There are two 14 or 17mm bolts holding the caliper to the bracket, which you must remove to get the caliper out of the way to replace the rotor. You might want to use a bungee cord or rope or something to hold the caliper out of the way while you're working on things. My original rotors were rust welded on so I did use a rubber mallet to remove them from the truck. If I remember correctly the new rotor did not like sitting in its spot very well and so I tapped on it with a mallet to seat it and hold it in place when putting the caliper back on. For the other side I had a buddy hold the rotor while putting the caliper back on, which is the hardest part of the project. Again, use a rubber mallet to line the bolt hole back up between the caliper and the caliper bracket.

I was really impressed with the layout that Toyota used on the calipers to hold the pads. Had I only been installing pads all I would have had to do was pull them out without removing the caliper. I also used a packet of anti-squeak from the auto store on the pads. Although, and it's been a few months, you may still have had to take the calipers off in order to push the piston back in. If you have to push the piston back in, hook up a break bleader to the blead screw so push the fluid out of the truck and not back into the reservoir under the hood. I made this mistake and overflowed the reservoir.

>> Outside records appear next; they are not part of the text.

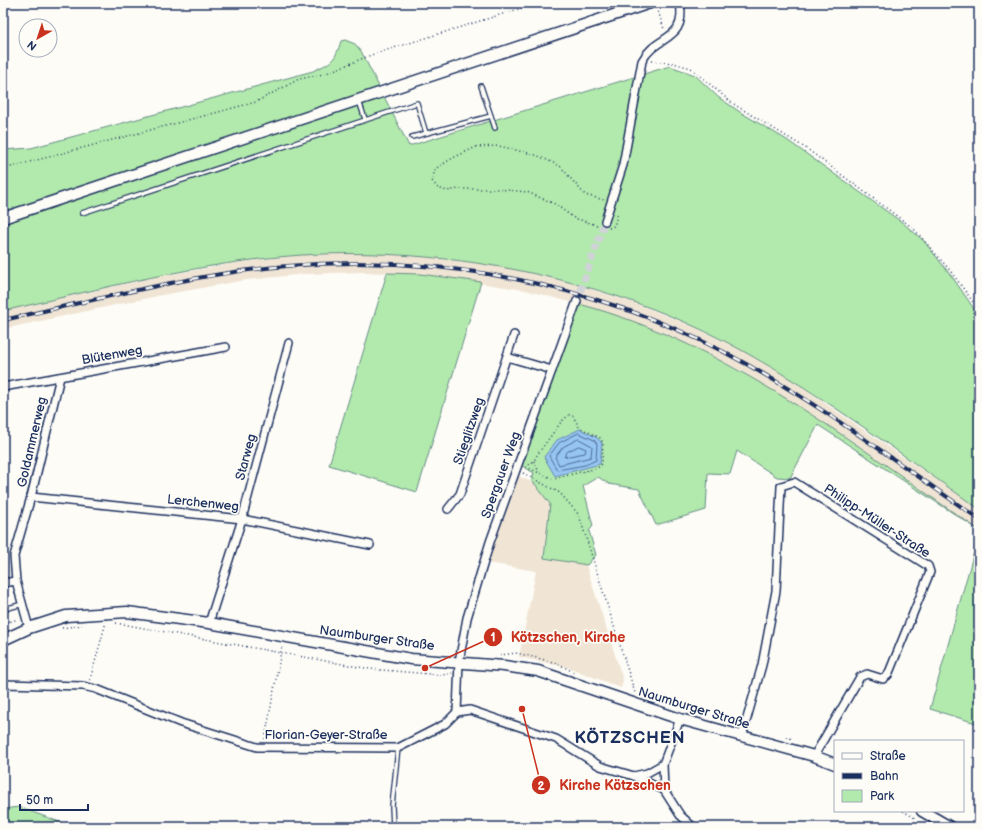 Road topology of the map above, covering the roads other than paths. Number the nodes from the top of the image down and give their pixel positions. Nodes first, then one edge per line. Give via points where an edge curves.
1 (650, 3) edge
2 (680, 3) edge
3 (481, 86) dead end
4 (358, 100) junction
5 (491, 116) junction
6 (365, 119) junction
7 (495, 128) dead end
8 (426, 133) junction
9 (412, 137) dead end
10 (82, 213) dead end
11 (3, 218) edge
12 (605, 222) tunnel mouth
13 (577, 301) tunnel mouth
14 (514, 335) dead end
15 (289, 343) dead end
16 (226, 347) dead end
17 (507, 357) junction
18 (552, 370) junction
19 (60, 377) junction
20 (3, 387) edge
21 (31, 497) junction
22 (448, 509) dead end
23 (242, 519) junction
24 (370, 545) dead end
25 (16, 581) junction
26 (3, 582) edge
27 (22, 604) junction
28 (3, 612) edge
29 (209, 623) junction
30 (29, 628) junction
31 (3, 640) edge
32 (459, 662) junction
33 (3, 684) edge
34 (457, 712) junction
35 (680, 719) junction
36 (742, 736) junction
37 (398, 748) junction
38 (814, 756) junction
39 (663, 764) junction
40 (834, 764) edge
41 (634, 776) junction
42 (664, 790) junction
43 (924, 812) edge
44 (393, 827) edge
45 (693, 827) edge
46 (950, 827) edge

1 - 4 street
2 - 12 street via 682,15 678,30 647,51 642,61 623,165
3 - 5 lane
4 - 6 lane
4 - 11 street
5 - 7 lane
5 - 8 lane
6 - 8 lane via 417,103
6 - 10 lane
8 - 9 lane
13 - 18 street, Spergauer Weg
14 - 17 street, Stieglitzweg
15 - 23 street, Starweg
16 - 19 street, Blütenweg
17 - 18 street
17 - 22 street, Stieglitzweg via 460,494
18 - 32 street, Spergauer Weg via 490,542 467,618
19 - 20 street, Blütenweg
19 - 21 street, Goldammerweg
21 - 23 street, Lerchenweg
21 - 25 street, Goldammerweg via 14,556
23 - 24 street, Lerchenweg
23 - 29 street, Starweg
25 - 26 street
25 - 27 street, Goldammerweg
27 - 28 lane
27 - 30 street, Goldammerweg
29 - 30 street, Naumburger Straße via 127,612 66,616
29 - 32 street, Naumburger Straße via 410,659
30 - 31 street, Naumburger Straße
32 - 34 street, Spergauer Weg
32 - 35 street, Naumburger Straße via 538,671
33 - 37 street, Florian-Geyer-Straße via 88,687 181,723 256,747
34 - 37 street, Florian-Geyer-Straße via 445,724
34 - 41 street via 470,710 556,740 600,766
35 - 36 street, Naumburger Straße
35 - 39 street
36 - 38 street, Naumburger Straße
36 - 38 street, Philipp-Müller-Straße via 762,665 776,591 781,486 794,482 928,566 930,572 888,675 883,679 867,674 860,677
37 - 44 lane via 392,806
38 - 40 street, Naumburger Straße
39 - 41 street via 647,773
39 - 42 street
41 - 42 street
42 - 45 street via 680,815
43 - 46 street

Be sure to follow the seating instructions that came with the pads. I think mine weren't fully seated until something like 200-500-1000 miles, according to the instructions. Breaking has been greatly improved, but I'd think it would have been given the warped stock rotors would have been easily improved upon. They actually stop the truck, which is nice, but the combo of the pads/rotors and my new TKo's (which weigh a metric ton more then the previous tires) is confidence inspiring. The only major problem that I've had is that in two panic stops that I've had since intalling them, the rear brakes lock up relatively quickly and sends the *** end of the truck to one side or the other. In both cases I was traveling at 60-65 mph and had to slam on the brakes. The rear brakes are the stock drums with the stock pads. It would be nice if EBC made rear shoes for the Tundra, but I haven't seen any yet, otherwise they'd already be on the truck.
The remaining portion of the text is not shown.